Marjorie Dannenfelser, president of the anti-abortion Susan B. Anthony List, used the opportunity to remind voters - and Romney himself - that during September's Palmetto Freedom Forum, he vowed to select a running mate opposed to abortion rights. Rice's "position on the sanctity of human life makes her an unqualified candidate for Governor Romney to choose," Dannenfelser said Friday in a statement.

But Wall Street Journal columnist Peggy Noonan, in the wake of Drudge's story, recalled a burst of "spontaneous applause" when Rice's name recently came up in VP conversation among businesspeople. "I should add here the look on the faces of the people who were applauding," Noonan wrote. "They looked surprised by their own passion. Actually they looked relieved, like a campaign was going on and big things might happen and maybe it could get kind of... exciting."

(Rice talks about vice presidency with CBS News chief White House correspondent Norah O'Donnell.)

Noonan laid out Rice's credentials warranting such a reaction: "A public figure of obvious and nameable accomplishment whose attainments can't be taken away from her. Washington experience... An academic, but not ethereal or abstract. A woman in a year when Republicans aren't supposed to choose a woman because of what is now called the 2008 experience - so the choice would have a certain boldness. A black woman in a campaign that always threatens to take on a painful racial overlay. A foreign-policy professional..."

Conservative blogger Erick Erickson had a different take, writing about the Rice speculation on RedState.com, "I don't know who is hitting the crack rock tonight in the rumor mill, but bull shiitake mushrooms." Among other things, Erickson counted Rice's "pro-abortion" stance and history with the George W. Bush administration as burden enough to take her out of the VP running.

(Rice tells O'Donnell, "politics doesn't appeal to me.")
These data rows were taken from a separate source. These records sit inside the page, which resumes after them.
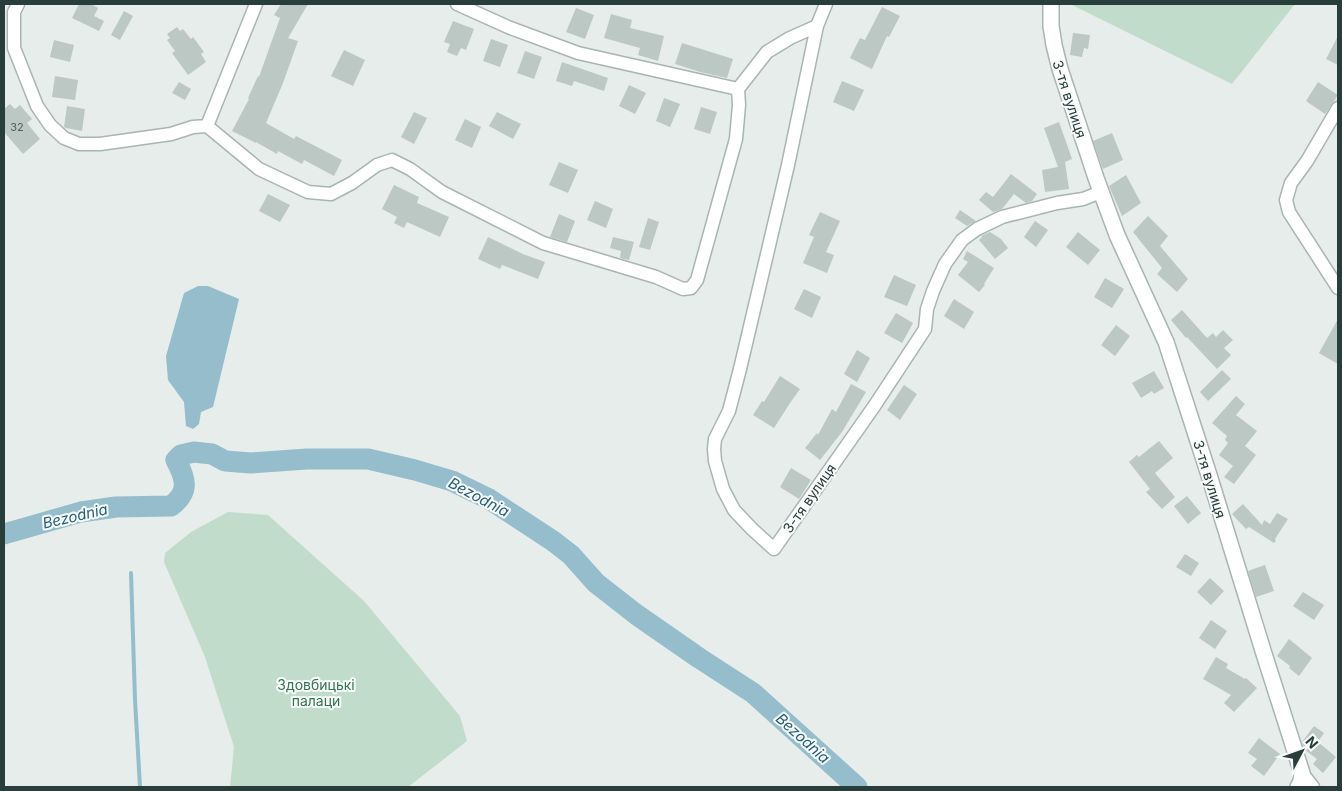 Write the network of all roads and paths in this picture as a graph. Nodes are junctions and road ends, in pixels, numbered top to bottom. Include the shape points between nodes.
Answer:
1 (18, 4) edge
2 (256, 4) edge
3 (457, 4) edge
4 (826, 4) edge
5 (1051, 4) edge
6 (817, 26) junction
7 (738, 89) junction
8 (1338, 108) edge
9 (207, 126) junction
10 (1101, 192) junction
11 (1338, 288) edge
12 (1300, 780) edge
13 (1312, 787) edge

1 - 9 street via 14,12 14,48 37,106 64,138 78,144 100,144
2 - 9 street
3 - 7 street via 578,53
4 - 6 street
5 - 10 street, 3-тя вулиця via 1052,36 1060,70
6 - 7 street via 767,52
6 - 10 street, 3-тя вулиця via 740,369 729,411 714,449 723,489 734,510 774,549 926,329 927,309 933,292 945,264 962,240 977,228 1002,217
7 - 9 street via 736,139 698,280 691,288 683,289 656,276 543,244 442,192 392,160 377,165 331,194 308,192 259,169
8 - 11 street via 1291,183 1286,200 1288,212
10 - 12 street, 3-тя вулиця via 1166,342 1265,657
12 - 13 street, 3-тя вулиця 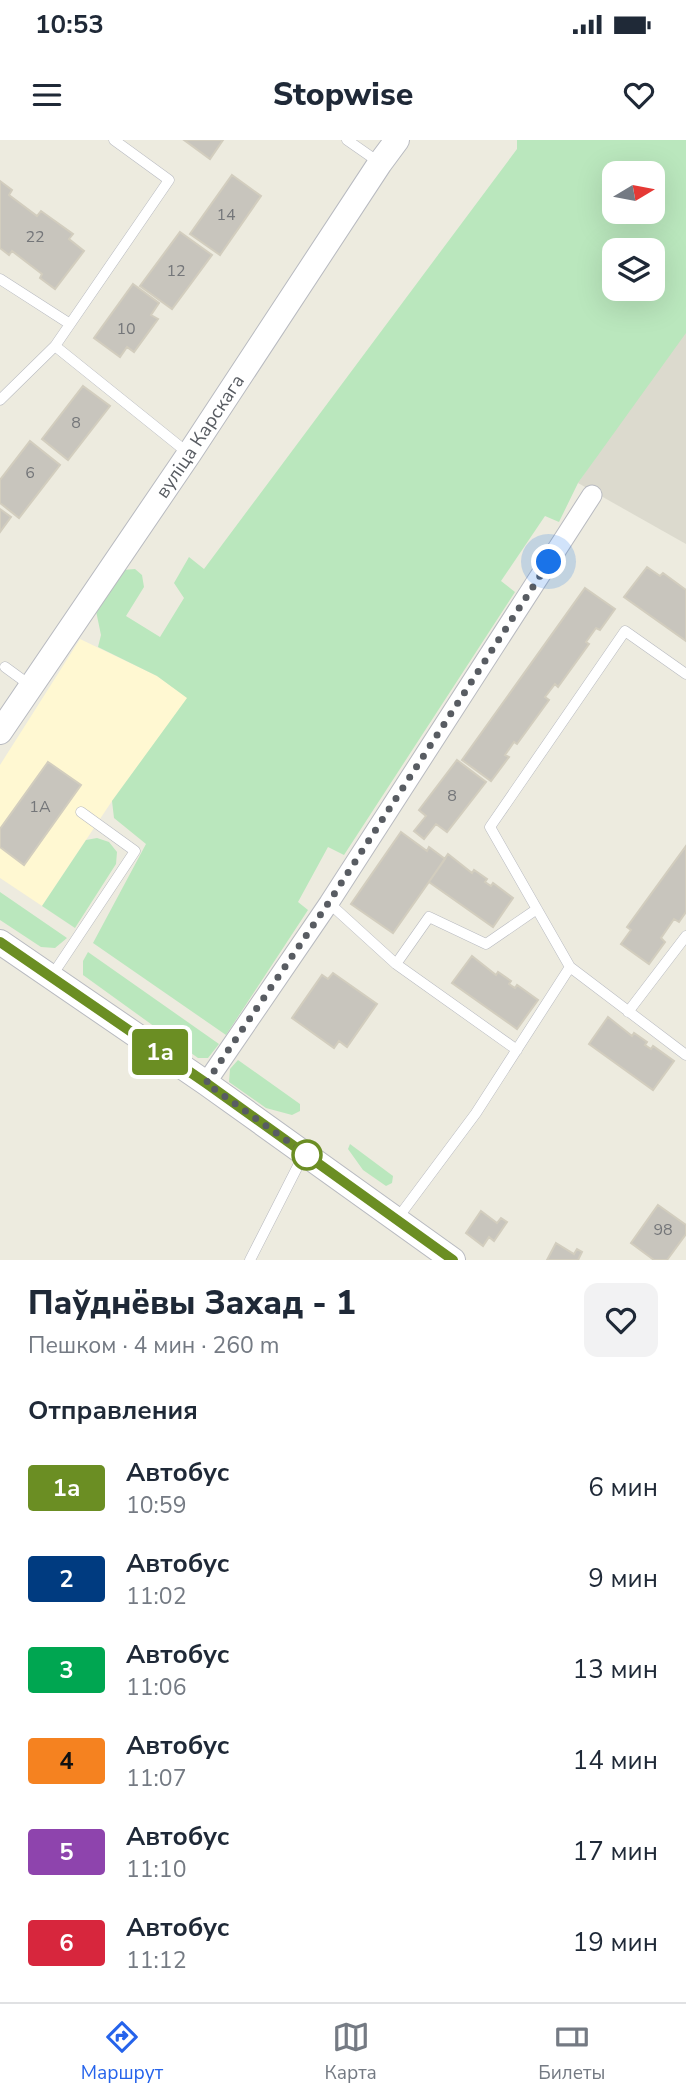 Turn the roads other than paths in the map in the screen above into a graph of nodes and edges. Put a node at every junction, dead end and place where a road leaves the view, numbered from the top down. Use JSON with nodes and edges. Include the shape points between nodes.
{"nodes":[{"id":1,"x":114,"y":140,"type":"edge"},
{"id":2,"x":346,"y":140,"type":"edge"},
{"id":3,"x":397,"y":140,"type":"edge"},
{"id":4,"x":380,"y":163,"type":"junction"},
{"id":5,"x":0,"y":279,"type":"edge"},
{"id":6,"x":70,"y":324,"type":"junction"},
{"id":7,"x":55,"y":346,"type":"junction"},
{"id":8,"x":0,"y":400,"type":"edge"},
{"id":9,"x":189,"y":454,"type":"junction"},
{"id":10,"x":592,"y":495,"type":"dead end"},
{"id":11,"x":5,"y":667,"type":"dead end"},
{"id":12,"x":686,"y":674,"type":"edge"},
{"id":13,"x":31,"y":686,"type":"junction"},
{"id":14,"x":0,"y":732,"type":"edge"},
{"id":15,"x":81,"y":812,"type":"dead end"},
{"id":16,"x":329,"y":902,"type":"junction"},
{"id":17,"x":537,"y":909,"type":"junction"},
{"id":18,"x":686,"y":936,"type":"edge"},
{"id":19,"x":0,"y":942,"type":"edge"},
{"id":20,"x":396,"y":964,"type":"junction"},
{"id":21,"x":569,"y":967,"type":"junction"},
{"id":22,"x":51,"y":977,"type":"junction"},
{"id":23,"x":628,"y":1012,"type":"junction"},
{"id":24,"x":517,"y":1050,"type":"junction"},
{"id":25,"x":686,"y":1055,"type":"edge"},
{"id":26,"x":206,"y":1083,"type":"junction"},
{"id":27,"x":304,"y":1153,"type":"junction"},
{"id":28,"x":397,"y":1220,"type":"junction"},
{"id":29,"x":250,"y":1260,"type":"edge"},
{"id":30,"x":453,"y":1260,"type":"edge"}],
"edges":[{"from":1,"to":6,"type":"lane","via":[[169,180]]},
{"from":2,"to":4,"type":"lane"},
{"from":3,"to":4,"type":"street","name":"вуліца Карскага"},
{"from":4,"to":9,"type":"street","name":"вуліца Карскага"},
{"from":5,"to":6,"type":"lane"},
{"from":6,"to":7,"type":"lane"},
{"from":7,"to":8,"type":"lane"},
{"from":7,"to":9,"type":"lane"},
{"from":9,"to":13,"type":"street","name":"вуліца Карскага"},
{"from":10,"to":16,"type":"street"},
{"from":11,"to":13,"type":"lane"},
{"from":12,"to":17,"type":"lane","via":[[625,631],[490,828]]},
{"from":13,"to":14,"type":"street","name":"вуліца Карскага"},
{"from":15,"to":22,"type":"lane","via":[[135,851]]},
{"from":16,"to":20,"type":"lane"},
{"from":16,"to":26,"type":"street"},
{"from":17,"to":20,"type":"lane","via":[[486,944],[429,917]]},
{"from":17,"to":21,"type":"lane"},
{"from":18,"to":23,"type":"lane"},
{"from":19,"to":22,"type":"street"},
{"from":20,"to":24,"type":"lane"},
{"from":21,"to":23,"type":"lane"},
{"from":21,"to":24,"type":"lane"},
{"from":22,"to":26,"type":"street"},
{"from":23,"to":25,"type":"lane"},
{"from":24,"to":28,"type":"lane"},
{"from":26,"to":27,"type":"street"},
{"from":27,"to":28,"type":"street"},
{"from":27,"to":29,"type":"lane"},
{"from":28,"to":30,"type":"street"}]} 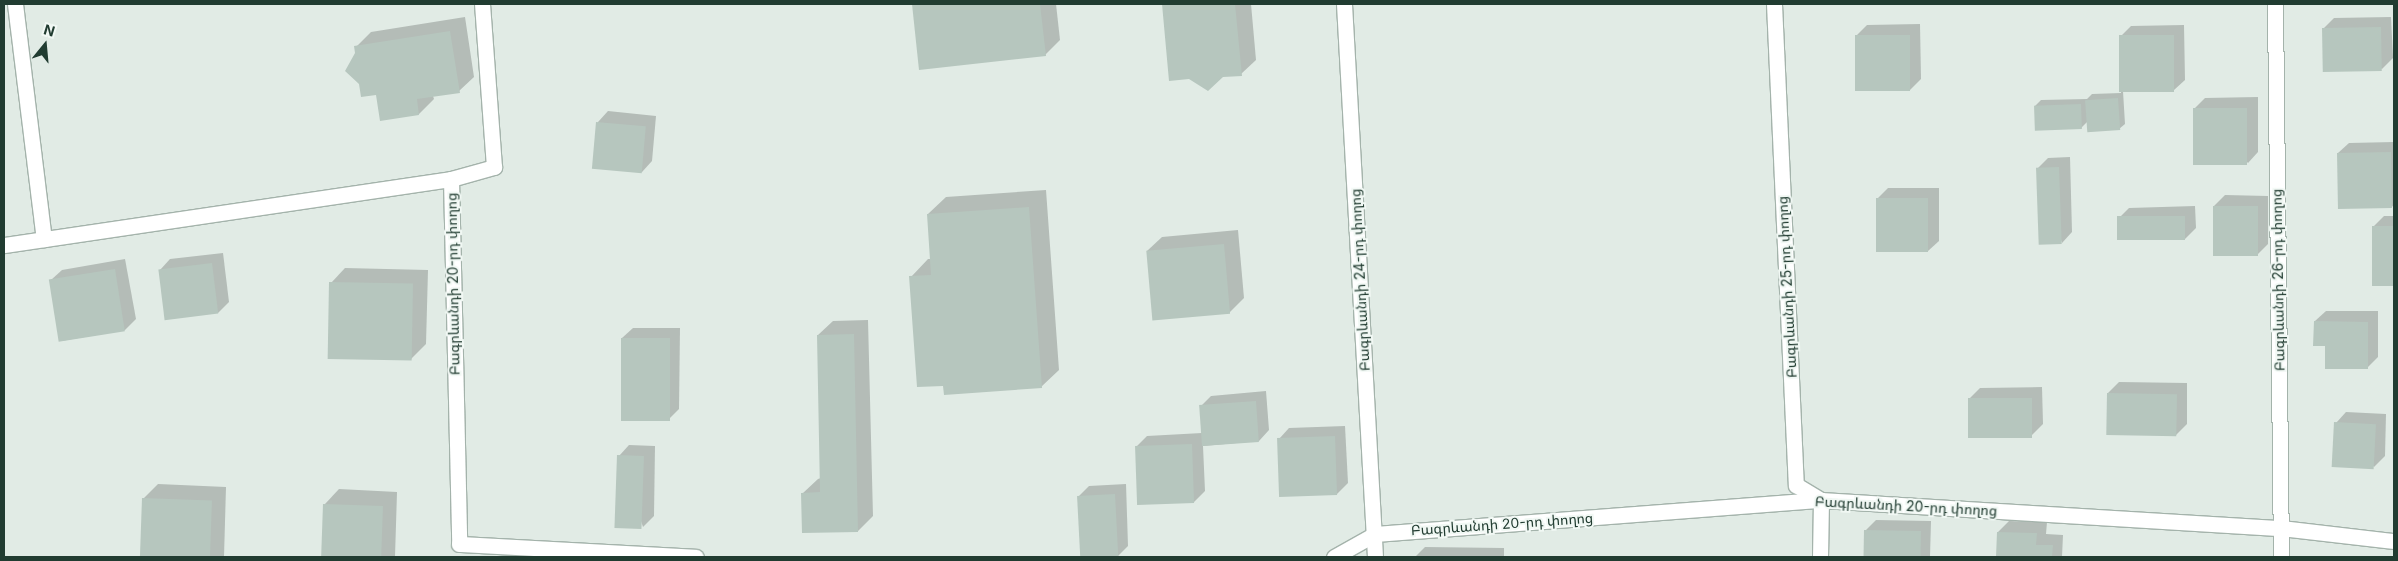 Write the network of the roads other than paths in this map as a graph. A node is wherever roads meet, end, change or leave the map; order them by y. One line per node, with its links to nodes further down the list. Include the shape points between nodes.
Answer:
1 (15, 4): 7 (street)
2 (482, 4): 6 (street, via 494,167)
3 (1344, 4): 11 (street, Բագրևանդի 24-րդ փողոց)
4 (1774, 4): 9 (street, Բագրևանդի 25-րդ փողոց, via 1796,485)
5 (2275, 4): 10 (street, Բագրևանդի 26-րդ փողոց)
6 (451, 179): 7 (street, Բագրևանդի 20-րդ փողոց); 13 (street, Բագրևանդի 20-րդ փողոց)
7 (44, 239): 8 (street, Բագրևանդի 20-րդ փողոց)
8 (4, 245)
9 (1820, 500): 10 (street, Բագրևանդի 20-րդ փողոց); 11 (street, Բագրևանդի 20-րդ փողոց); 17 (street)
10 (2282, 528): 12 (street, Բագրևանդի 20-րդ փողոց); 18 (street, Բագրևանդի 26-րդ փողոց)
11 (1375, 534): 15 (street, Բագրևանդի 20-րդ փողոց); 16 (street, Բագրևանդի 24-րդ փողոց)
12 (2394, 541)
13 (459, 551): 14 (street, Բագրևանդի 20-րդ փողոց)
14 (696, 557)
15 (1334, 557)
16 (1375, 557)
17 (1820, 557)
18 (2281, 557) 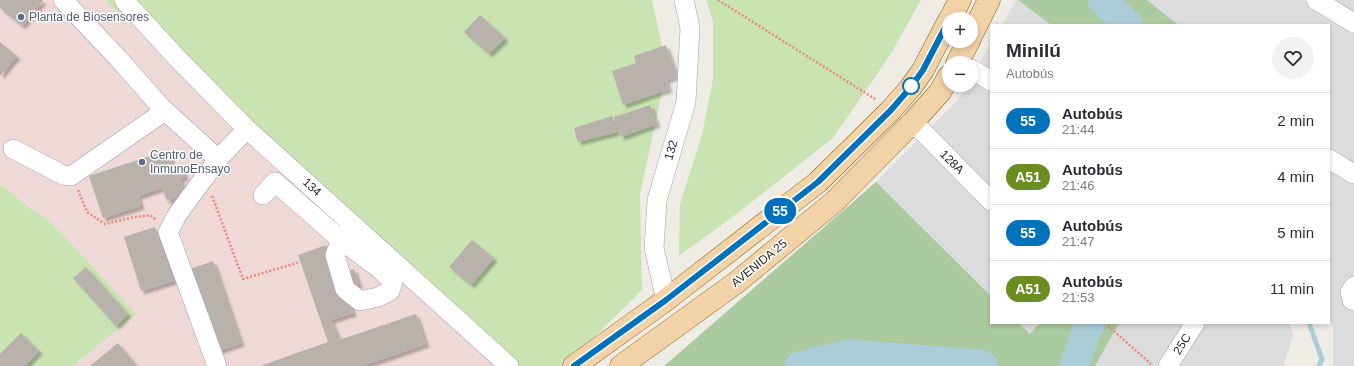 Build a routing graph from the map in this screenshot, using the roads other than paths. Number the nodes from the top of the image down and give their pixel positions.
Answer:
1 (63, 0) edge
2 (124, 0) edge
3 (684, 0) edge
4 (960, 0) edge
5 (989, 0) edge
6 (1316, 0) edge
7 (953, 12) edge
8 (978, 22) edge
9 (1354, 23) edge
10 (942, 33) edge
11 (978, 75) edge
12 (990, 81) edge
13 (942, 89) edge
14 (165, 111) junction
15 (913, 122) junction
16 (247, 129) junction
17 (13, 149) dead end
18 (218, 159) junction
19 (1330, 160) edge
20 (1354, 174) edge
21 (263, 195) dead end
22 (990, 200) edge
23 (355, 226) junction
24 (666, 300) junction
25 (1194, 324) edge
26 (626, 363) edge
27 (217, 366) edge
28 (509, 366) edge
29 (574, 366) edge
30 (1168, 366) edge

1 - 14 street
2 - 16 street, 134
3 - 24 street, 132
4 - 7 main road
5 - 8 main road
6 - 9 street
10 - 24 main road
11 - 12 street
13 - 15 main road, AVENIDA 25
14 - 17 street
14 - 18 street
15 - 22 street, 128A
15 - 26 main road, AVENIDA 25
16 - 18 street
16 - 23 street, 134
18 - 27 street
19 - 20 street
21 - 23 street
23 - 28 street, 134
24 - 29 main road
25 - 30 street, 25C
The Bush factor, CBS News political director John Dickerson said Friday on "CBS This Morning," could open an unwelcome can of worms for the Romney campaign, as the nominee "hasn't really had to talk about the Bush years very much," he said. "He's been able to detach himself from this, particularly the foreign policy side."

"If [Rice] were on the ticket," Dickerson continued, Romney "would have to talk about eight years of Iraq, Afghanistan. Was it a mistake? Would you have gone in knowing what you know now? There are a lot of issues that come up."

Meanwhile, though, Romney's wife Ann hasn't done anything to deter speculation about the possibility of her husband choosing Rice - or any other woman - as his running mate. In an interview with CBS News' Jan Crawford last week, Ann Romney said they had "been looking at" the possibility of choosing a woman as the ticket's vice presidential nominee. "And I'd love that option," she said.